Ah, reason, seriousness, mastery over the affects, the whole somber thing called reflection, all these prerogatives and showpieces of man: how dearly have they been bought! How much blood and cruelty lie at the bottom of all “good things”!

IV – VII

The moral concept of guilt is rooted in the material concept of debt. Punishment too is rooted in the idea of debt — that of the “sphere of legal obligations” or the contractual relationship between the creditor and debtor.[3] And it is this relationship that gives rise to the idea that everything has a price and that everything can be paid for. It is this idea that enables the cultivation of memory by enforcing it upon those who make promises, i.e., enter into contracts.

This idea of exchange or that of, to repeat what has already been said, the contractual relationship between the creditor and debtor, is universal and is found in even the most rudimentary societies. And it is in this sphere that arises the insight that repayment can be enforced through some surety — “body, life, wife, freedom” — over which the creditor would have full powers of humiliation and torture should the debtor default on his debt.

And finally, it is in this idea that “guilt and suffering” become entangled. The suffering of the defaulter — or the pleasure of the creditor — becomes compensation for guilt i.e., debt, the inability to repay what had been borrowed.[4]

The bloodshed and horrors, nay, the festivals, that this relationship between suffering and guilt led to in the past should not be concealed by the domesticity of the present.

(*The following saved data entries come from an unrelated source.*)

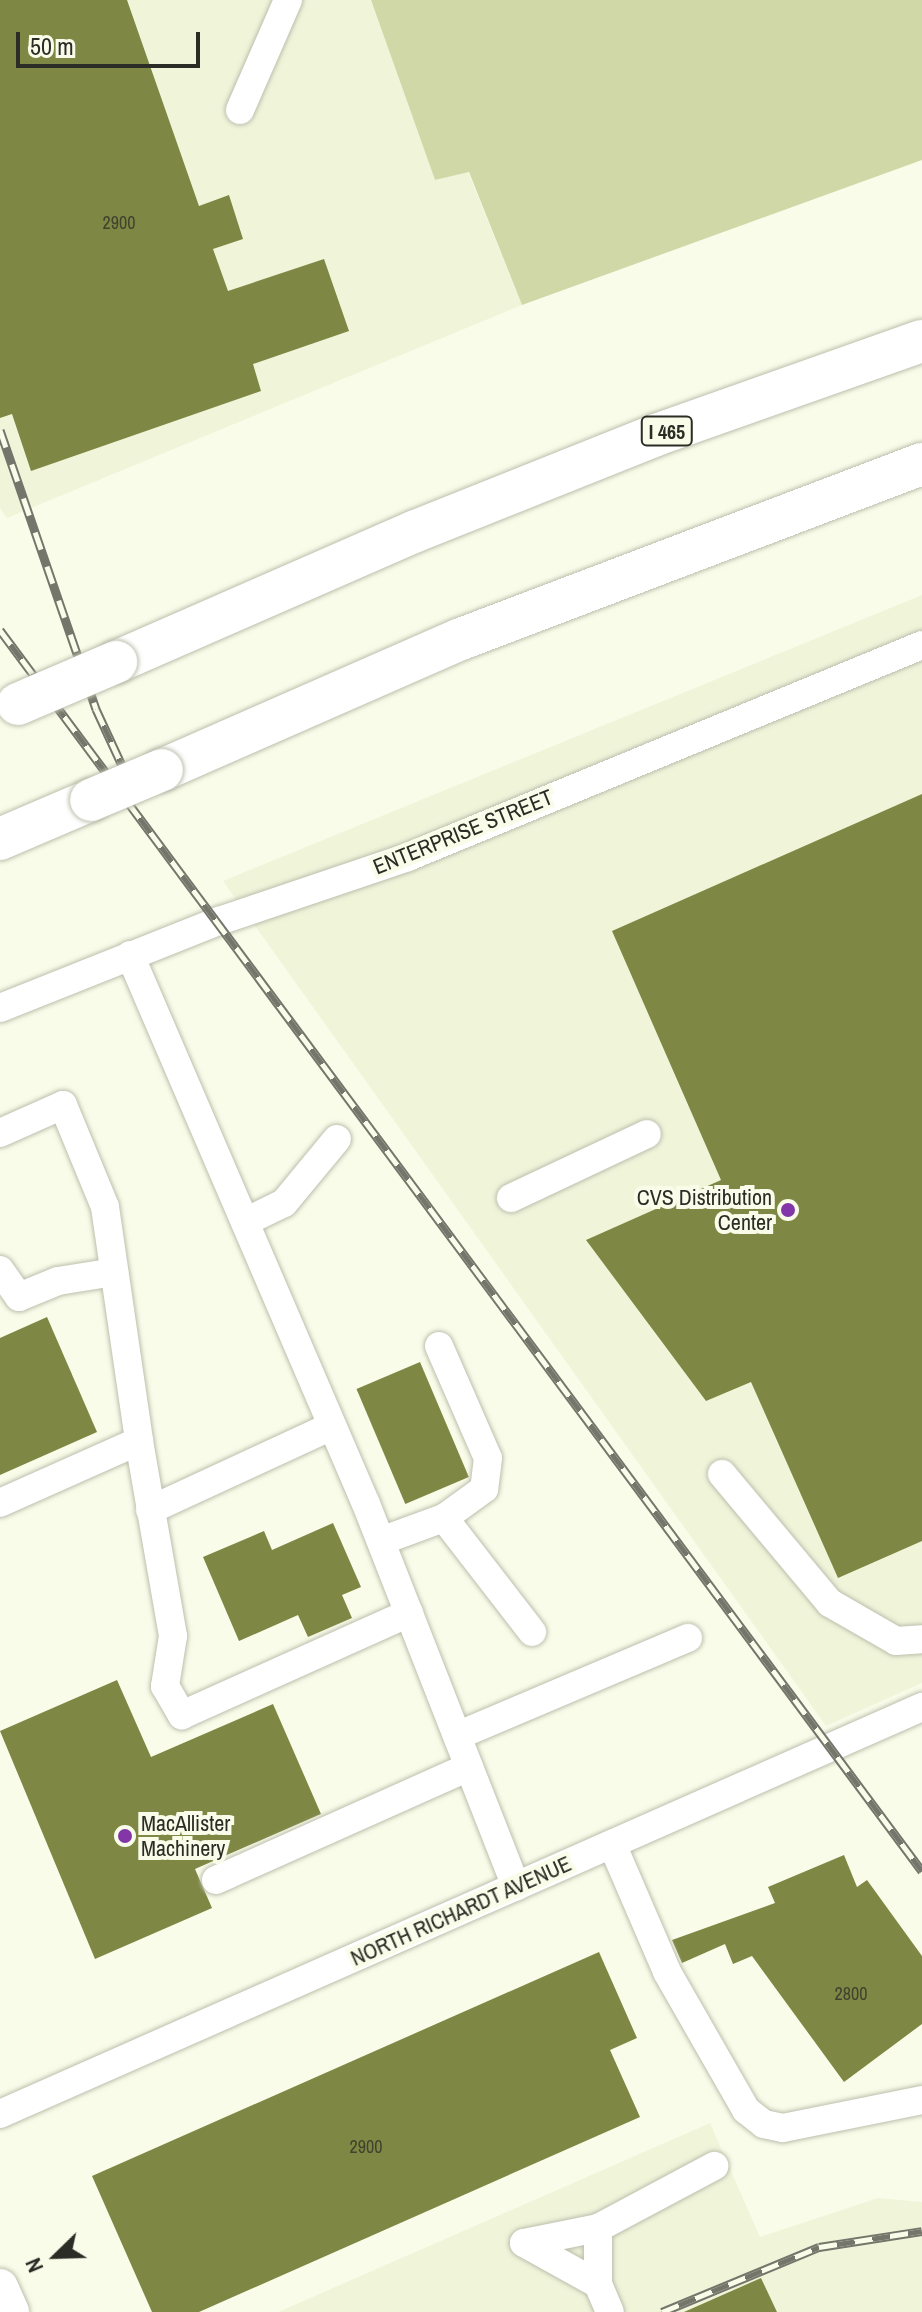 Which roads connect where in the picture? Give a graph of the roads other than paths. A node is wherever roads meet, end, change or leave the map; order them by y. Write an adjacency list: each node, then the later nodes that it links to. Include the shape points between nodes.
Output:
1 (288, 0): 2 (street)
2 (240, 110)
3 (922, 341): 6 (highway, I 465, bridge, via 656,435 416,531)
4 (922, 464): 7 (highway, bridge, via 476,633)
5 (922, 645): 8 (street, ENTERPRISE STREET, via 408,857)
6 (9, 708)
7 (0, 839)
8 (130, 955): 9 (street, ENTERPRISE STREET); 14 (street)
9 (0, 1008)
10 (0, 1133): 16 (street, via 63,1105 105,1207)
11 (647, 1134): 13 (street)
12 (337, 1139): 14 (street, via 284,1203)
13 (511, 1198)
14 (245, 1222): 18 (street)
15 (0, 1270): 16 (street, via 19,1297 58,1281)
16 (114, 1272): 19 (street)
17 (439, 1346): 23 (street, via 488,1458 484,1489)
18 (332, 1426): 22 (street); 24 (street)
19 (139, 1441): 21 (street); 22 (street)
20 (722, 1474): 28 (street, via 830,1603 896,1641)
21 (0, 1503)
22 (150, 1510): 25 (street, via 173,1636 165,1686 182,1715)
23 (444, 1518): 24 (street); 26 (street)
24 (381, 1541): 25 (street)
25 (409, 1613): 30 (street)
26 (532, 1632)
27 (688, 1638): 30 (street)
28 (922, 1639)
29 (922, 1707): 32 (street, NORTH RICHARDT AVENUE)
30 (457, 1736): 31 (street)
31 (469, 1767): 33 (street); 34 (street)
32 (612, 1844): 34 (street, NORTH RICHARDT AVENUE); 35 (street, via 667,1972 746,2110 764,2124 783,2128)
33 (216, 1880)
34 (516, 1887): 36 (street, NORTH RICHARDT AVENUE)
35 (922, 2100)
36 (0, 2114)
37 (714, 2166): 38 (street)
38 (598, 2228): 39 (street); 39 (street, via 524,2243)
39 (598, 2284): 42 (street)
40 (0, 2287): 41 (main road)
41 (11, 2312)
42 (610, 2312)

To see others suffer does one good, to make others suffer even more: this is a hard saying but an ancient, mighty, human, all-too-human principle to which even the apes might subscribe; ... Without cruelty there is no festival: thus the longest and most ancient part of human history teaches — and in punishment there is so much that is festive! —

Those were “cheerful” days. It is only the soft and dyspeptic “angels” of today that finds these instincts repugnant. Suffering is not an argument against life. It is the seduction of life. What is repugnant is in fact not suffering as such but the “senselessness” — or “meaninglessness” — of suffering. This forced man to invent gods — “the friends of cruel spectacles” — who would then serve to give meaning to and justify suffering.


VIII, IX & X

The community serves as a creditor to its members, the debtors, by giving them “protection, care, and peace”. If someone breaks his pledges to society, he is punished through pain of excommunication leaving him without protection or honour.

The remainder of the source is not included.